There was a time when no Big Island escape could have been more compelling than a trip to Puʻuhonua o Honaunau. This ancient place of refuge was the destination of people running for their lives, seeking asylum from severe penalties imposed on all who broke the imposing kapu (sacred) laws. Once inside the compound’s 10-foot walls, sanctuary was guaranteed. The resident kahuna, or priests, were obligated, under the pain of death, to offer absolution to all fugitives no matter how great or small the infraction.
A National Historical Park
Photo: Robert Linsdell.
Refuges like Puʻuhonua o Honaunau ceased functioning in the early 19th century when the kapu system was abolished, but this 182-acre site remains sufficiently in tact to provide a convincing glimpse into a time when people could be sentenced to death merely for eating with their husband or wife or walking in the shadow of a chief. Now a national historical park, Puʻuhonua, has been reconstructed by local artisans using traditional tools. All the other refuges in Hawaiʻi have eroded into stonewall remnants.
Experience Ancient Hawaii
Photo: Eric Sonstroem.
Puʻuhonua is one of the best places in the islands to get in touch with Hawaiʻi’s ancient culture. A major feature of the complex is a reconstructed temple. This oft photographed temple called Hale o Keawe, is guarded by fierce wood-carved statutes called kiʻi. The original temple, built around 1650 and long ago destroyed, housed the bones of at least 23 chiefs. It was believed that the mana (spiritual power) in the bones of the dead chiefs gave additional protection to those who came to the place of refuge.
The Great Wall
The Great Wall facing the ocean. Photo: Duane O., Hawaii.com Member.
As you leave the palace grounds you approach the Great Wall. This huge rock wall, built sometime in the 1500s, is constructed of dry masonry and fit together like a jig saw puzzle.

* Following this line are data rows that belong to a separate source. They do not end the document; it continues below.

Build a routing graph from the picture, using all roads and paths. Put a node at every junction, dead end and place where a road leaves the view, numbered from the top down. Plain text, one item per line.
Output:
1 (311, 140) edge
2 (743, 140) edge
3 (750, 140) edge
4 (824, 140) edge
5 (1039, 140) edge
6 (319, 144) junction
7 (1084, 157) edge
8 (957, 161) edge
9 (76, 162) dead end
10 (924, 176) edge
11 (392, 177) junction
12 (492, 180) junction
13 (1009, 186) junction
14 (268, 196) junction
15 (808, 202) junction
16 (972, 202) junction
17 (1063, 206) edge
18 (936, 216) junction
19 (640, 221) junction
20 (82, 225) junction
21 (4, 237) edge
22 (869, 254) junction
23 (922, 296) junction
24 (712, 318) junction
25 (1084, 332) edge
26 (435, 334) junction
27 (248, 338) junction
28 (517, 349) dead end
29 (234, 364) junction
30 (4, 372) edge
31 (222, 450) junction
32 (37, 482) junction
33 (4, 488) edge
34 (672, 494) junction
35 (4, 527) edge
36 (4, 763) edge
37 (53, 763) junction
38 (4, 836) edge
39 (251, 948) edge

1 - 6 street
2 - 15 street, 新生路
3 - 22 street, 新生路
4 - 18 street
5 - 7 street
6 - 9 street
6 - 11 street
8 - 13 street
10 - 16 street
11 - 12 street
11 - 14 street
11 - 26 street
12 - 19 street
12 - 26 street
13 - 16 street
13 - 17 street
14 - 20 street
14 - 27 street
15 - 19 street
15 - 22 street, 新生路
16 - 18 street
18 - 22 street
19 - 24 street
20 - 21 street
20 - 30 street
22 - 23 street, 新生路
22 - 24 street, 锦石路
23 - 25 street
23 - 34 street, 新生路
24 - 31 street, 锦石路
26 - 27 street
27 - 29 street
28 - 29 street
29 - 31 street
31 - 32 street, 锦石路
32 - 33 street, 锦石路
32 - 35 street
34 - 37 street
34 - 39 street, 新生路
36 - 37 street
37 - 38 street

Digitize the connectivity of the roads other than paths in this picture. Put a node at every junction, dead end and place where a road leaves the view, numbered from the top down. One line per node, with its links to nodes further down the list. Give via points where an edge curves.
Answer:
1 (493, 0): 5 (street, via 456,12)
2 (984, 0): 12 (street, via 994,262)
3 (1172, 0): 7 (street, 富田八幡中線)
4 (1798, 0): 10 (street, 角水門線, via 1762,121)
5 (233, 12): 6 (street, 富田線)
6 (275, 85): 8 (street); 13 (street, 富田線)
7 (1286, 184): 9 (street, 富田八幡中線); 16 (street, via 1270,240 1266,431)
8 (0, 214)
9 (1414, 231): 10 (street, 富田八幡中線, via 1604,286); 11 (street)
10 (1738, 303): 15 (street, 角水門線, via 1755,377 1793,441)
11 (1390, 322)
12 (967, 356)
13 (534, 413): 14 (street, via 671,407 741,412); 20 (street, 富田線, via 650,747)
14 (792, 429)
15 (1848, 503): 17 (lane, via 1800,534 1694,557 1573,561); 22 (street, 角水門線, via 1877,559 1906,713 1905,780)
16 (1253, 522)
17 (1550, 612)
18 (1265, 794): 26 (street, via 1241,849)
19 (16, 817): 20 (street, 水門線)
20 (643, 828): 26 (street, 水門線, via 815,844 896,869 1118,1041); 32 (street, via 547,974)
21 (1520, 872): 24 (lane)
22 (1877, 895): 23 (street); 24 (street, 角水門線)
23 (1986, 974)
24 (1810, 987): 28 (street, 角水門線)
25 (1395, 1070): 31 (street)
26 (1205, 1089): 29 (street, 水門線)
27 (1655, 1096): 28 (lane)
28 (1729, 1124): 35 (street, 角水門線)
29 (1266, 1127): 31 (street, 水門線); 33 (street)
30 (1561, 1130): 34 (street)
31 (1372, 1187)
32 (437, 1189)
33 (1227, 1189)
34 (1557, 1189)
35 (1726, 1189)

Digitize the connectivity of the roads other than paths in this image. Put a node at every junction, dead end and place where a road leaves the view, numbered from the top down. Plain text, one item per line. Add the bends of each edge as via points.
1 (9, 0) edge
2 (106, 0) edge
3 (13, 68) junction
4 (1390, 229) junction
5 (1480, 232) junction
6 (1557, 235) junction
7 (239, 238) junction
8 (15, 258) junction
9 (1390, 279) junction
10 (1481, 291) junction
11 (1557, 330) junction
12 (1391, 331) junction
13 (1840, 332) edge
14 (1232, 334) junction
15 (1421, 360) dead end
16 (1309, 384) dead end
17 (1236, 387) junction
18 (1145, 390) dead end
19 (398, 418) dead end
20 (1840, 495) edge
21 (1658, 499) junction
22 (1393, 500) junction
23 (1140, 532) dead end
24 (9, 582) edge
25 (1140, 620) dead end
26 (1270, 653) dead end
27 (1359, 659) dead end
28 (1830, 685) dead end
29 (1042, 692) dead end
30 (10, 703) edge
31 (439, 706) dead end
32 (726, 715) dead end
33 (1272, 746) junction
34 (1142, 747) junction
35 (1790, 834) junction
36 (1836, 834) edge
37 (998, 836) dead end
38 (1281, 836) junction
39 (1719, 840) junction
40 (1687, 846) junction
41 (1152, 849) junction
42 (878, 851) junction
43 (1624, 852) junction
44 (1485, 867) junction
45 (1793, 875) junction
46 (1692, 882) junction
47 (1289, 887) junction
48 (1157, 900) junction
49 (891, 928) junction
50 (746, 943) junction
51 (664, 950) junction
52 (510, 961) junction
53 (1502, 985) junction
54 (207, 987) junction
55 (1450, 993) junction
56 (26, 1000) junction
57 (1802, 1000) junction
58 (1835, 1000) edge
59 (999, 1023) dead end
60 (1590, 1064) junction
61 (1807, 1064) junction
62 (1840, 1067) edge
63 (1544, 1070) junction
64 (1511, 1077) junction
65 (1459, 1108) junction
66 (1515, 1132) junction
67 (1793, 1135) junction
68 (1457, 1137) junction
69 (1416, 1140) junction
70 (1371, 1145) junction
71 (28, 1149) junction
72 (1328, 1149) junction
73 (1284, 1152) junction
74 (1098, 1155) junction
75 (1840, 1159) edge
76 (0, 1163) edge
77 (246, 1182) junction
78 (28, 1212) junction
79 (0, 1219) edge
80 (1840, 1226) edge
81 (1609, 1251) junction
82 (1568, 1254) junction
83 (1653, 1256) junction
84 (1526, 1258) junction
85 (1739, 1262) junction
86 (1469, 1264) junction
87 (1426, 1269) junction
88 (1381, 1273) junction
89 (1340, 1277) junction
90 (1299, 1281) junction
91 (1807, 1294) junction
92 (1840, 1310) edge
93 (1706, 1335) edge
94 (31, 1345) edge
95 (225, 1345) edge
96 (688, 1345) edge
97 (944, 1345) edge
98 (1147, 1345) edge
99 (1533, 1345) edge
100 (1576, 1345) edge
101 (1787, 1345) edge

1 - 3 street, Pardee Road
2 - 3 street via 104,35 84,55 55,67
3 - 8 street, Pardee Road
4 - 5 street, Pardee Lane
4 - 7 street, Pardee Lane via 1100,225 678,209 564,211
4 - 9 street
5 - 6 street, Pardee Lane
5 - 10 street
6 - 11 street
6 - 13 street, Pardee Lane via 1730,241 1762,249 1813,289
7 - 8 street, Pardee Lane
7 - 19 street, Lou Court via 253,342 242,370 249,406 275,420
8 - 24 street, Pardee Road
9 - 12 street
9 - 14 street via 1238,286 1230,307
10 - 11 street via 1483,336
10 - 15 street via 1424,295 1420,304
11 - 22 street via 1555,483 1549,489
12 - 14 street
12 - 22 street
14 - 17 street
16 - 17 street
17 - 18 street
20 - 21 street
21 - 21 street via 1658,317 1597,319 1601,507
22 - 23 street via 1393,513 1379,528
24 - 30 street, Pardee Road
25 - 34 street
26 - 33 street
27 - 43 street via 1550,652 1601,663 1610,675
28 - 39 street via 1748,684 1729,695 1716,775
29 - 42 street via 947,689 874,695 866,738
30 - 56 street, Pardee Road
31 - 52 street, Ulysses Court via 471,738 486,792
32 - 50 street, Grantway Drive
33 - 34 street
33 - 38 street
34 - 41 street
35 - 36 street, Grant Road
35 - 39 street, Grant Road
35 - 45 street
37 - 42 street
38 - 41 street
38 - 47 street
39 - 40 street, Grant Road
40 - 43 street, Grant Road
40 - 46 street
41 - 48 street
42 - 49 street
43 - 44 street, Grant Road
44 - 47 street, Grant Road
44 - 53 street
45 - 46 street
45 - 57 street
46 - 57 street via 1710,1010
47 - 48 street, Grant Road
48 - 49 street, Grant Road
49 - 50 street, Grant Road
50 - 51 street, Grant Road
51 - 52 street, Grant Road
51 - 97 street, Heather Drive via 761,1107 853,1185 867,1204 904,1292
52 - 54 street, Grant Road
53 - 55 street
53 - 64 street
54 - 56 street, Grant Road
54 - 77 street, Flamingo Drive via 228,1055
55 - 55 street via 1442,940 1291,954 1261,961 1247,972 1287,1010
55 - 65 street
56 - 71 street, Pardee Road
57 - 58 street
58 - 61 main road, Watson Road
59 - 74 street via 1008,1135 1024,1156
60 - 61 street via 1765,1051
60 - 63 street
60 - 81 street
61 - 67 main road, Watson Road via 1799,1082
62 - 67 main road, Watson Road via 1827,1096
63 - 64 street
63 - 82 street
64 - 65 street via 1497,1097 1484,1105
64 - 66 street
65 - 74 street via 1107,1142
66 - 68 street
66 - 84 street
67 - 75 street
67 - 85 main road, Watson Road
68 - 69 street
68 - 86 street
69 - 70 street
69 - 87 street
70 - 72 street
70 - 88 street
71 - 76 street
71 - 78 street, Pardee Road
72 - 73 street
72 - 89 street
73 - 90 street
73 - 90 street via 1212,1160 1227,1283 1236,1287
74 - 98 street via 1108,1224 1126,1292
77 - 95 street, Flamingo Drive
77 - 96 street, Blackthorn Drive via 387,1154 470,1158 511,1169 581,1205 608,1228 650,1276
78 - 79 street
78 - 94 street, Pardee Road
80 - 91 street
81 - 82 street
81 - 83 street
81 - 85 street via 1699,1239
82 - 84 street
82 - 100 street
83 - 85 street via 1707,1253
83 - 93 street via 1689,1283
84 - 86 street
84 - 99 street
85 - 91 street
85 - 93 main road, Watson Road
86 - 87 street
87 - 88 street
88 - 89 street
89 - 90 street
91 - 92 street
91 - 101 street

Puʻuhonua o Honaunau is open 7 a.m. to sunset daily. The Visitor Center is open from 8:30 a.m. to 4:30 p.m. daily. To get there, drive south from Kailua-Kona on Hwy. 11. Turn towards the ocean on Route 160 at the Honaunau Post Office and watch for the park sign. The entrance fee is $5 per vehicle or $3 per individual. Individuals 15 years old and under are free. Passes are good for 7 days.